Performance:#

One of the main goals of this project is to provide high performance plotting capabilities for large datasets lazily. Building on top of hyperspy the most important performance consideration was how can we avoid loading large datasets into memory until absolutely necessary. Can we create a workflow where users can interactively explore large datasets, transform them through things like filtering, background subtractions, peak finding, and only interact with bits and pieces of the data when absolutely necessary.

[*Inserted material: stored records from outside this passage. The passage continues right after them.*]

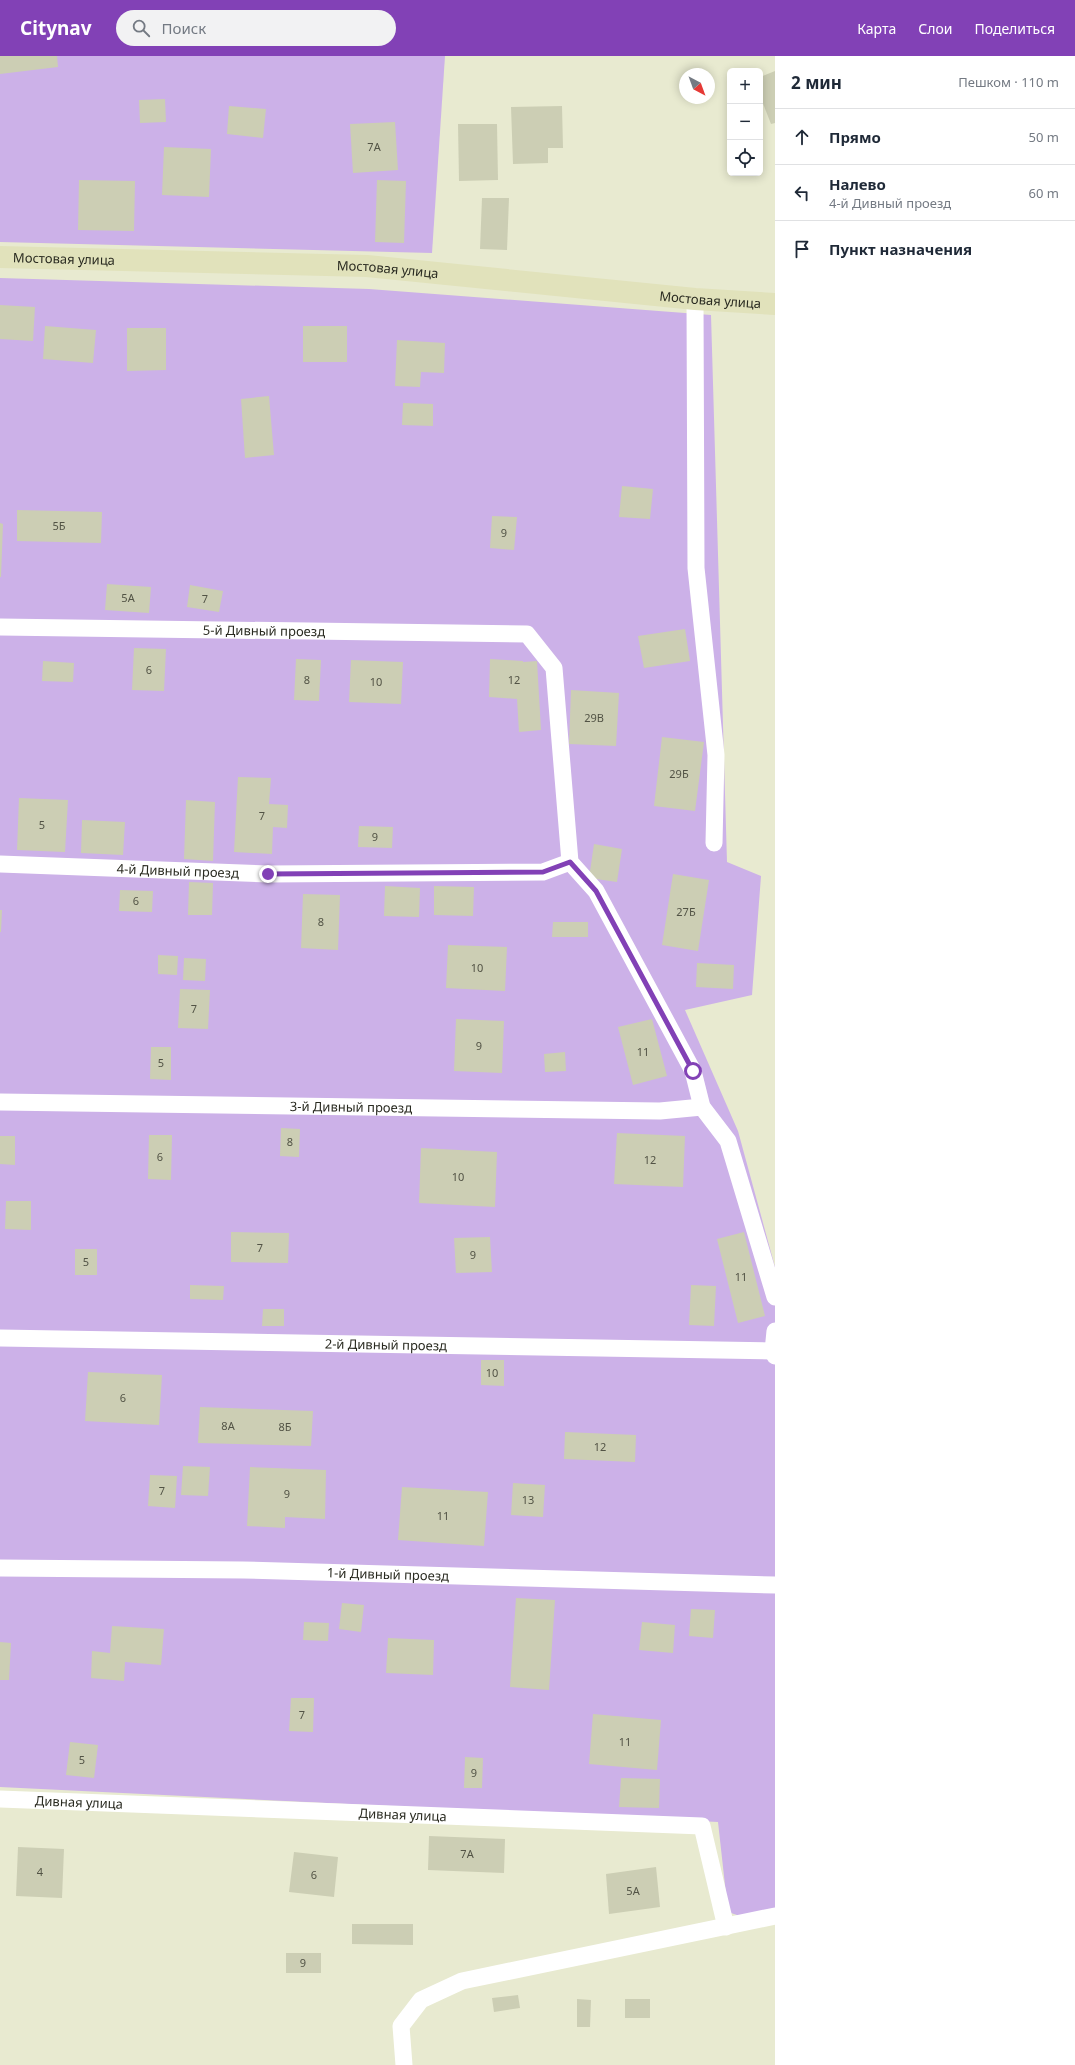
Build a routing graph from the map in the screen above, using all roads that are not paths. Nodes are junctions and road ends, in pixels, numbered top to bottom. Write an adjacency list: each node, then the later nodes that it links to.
1 (0, 257): 2 (street, Мостовая улица)
2 (695, 299): 3 (street, Мостовая улица); 5 (lane)
3 (775, 304)
4 (0, 627): 6 (lane, 5-й Дивный проезд)
5 (714, 843)
6 (570, 862): 7 (lane, 4-й Дивный проезд); 9 (lane)
7 (0, 864)
8 (0, 1102): 9 (lane, 3-й Дивный проезд)
9 (702, 1107): 10 (lane)
10 (775, 1297)
11 (775, 1331): 13 (lane)
12 (0, 1338): 13 (lane, 2-й Дивный проезд)
13 (774, 1353)
14 (0, 1568): 15 (lane, 1-й Дивный проезд)
15 (775, 1585)
16 (0, 1799): 18 (lane, Дивная улица)
17 (775, 1916): 18 (lane)
18 (726, 1927): 19 (lane)
19 (404, 2065)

End-to-end lazy data pipeline#

The first part of this is achieved through an end-to-end lazy data pipeline. In SpyDE this is visualized as a SignalTree. Each node represents a hyperspy signal object. In hyperspy most lazy operations are implemented through the map function. These are functions that operate on the signal of the dataset. Think 1 diffraction pattern in a 4D STEM dataset, 1 EDS or EELS spectrum, or 1 image in an in situ TEM time series. The idea is that you can build a workflow. Something like:

  1. Load 4D STEM dataset

  2. Apply a background subtraction to each diffraction pattern

  3. Find peaks in each diffraction pattern

  4. Build a strain matrix from the peak positions

In SpyDE each of these steps would be represented as a node in the SignalTree and will share the same navigation image. You can toggle between the different nodes to visualize the results which will be computed as needed for display. This can cause extra delay for visualization, but most operations are very fast. This also allows us to easily play with different processing parameters, even compare before computing/saving the entire strain matrix.

Visualization:#

Visualization is often a difficult part of working with large datasets. For large images pyqtgraph does a really good job of handling/ rendering large images. We avoid things like resetting the view and the contrast levels as plots update to avoid some of the more expensive re-rendering operations. The hardest part, however, is visualizing data stored on disk rather then memory. Data needs to:

  1. Be loaded from disk to CPU memory

  2. Transferred to the GPU

  3. Rendered

What actually happens is: 1. Load a small chunk of data from disk to CPU memory

  1. Optionally decompress if needed

  2. Perform any calculations on the chunk

  3. Transfer the data over TCP from the worker process to the main CPU process

  1. Transfer the chunk to the GPU

  2. Render the chunk

Of all of these steps 1c is often the slowest.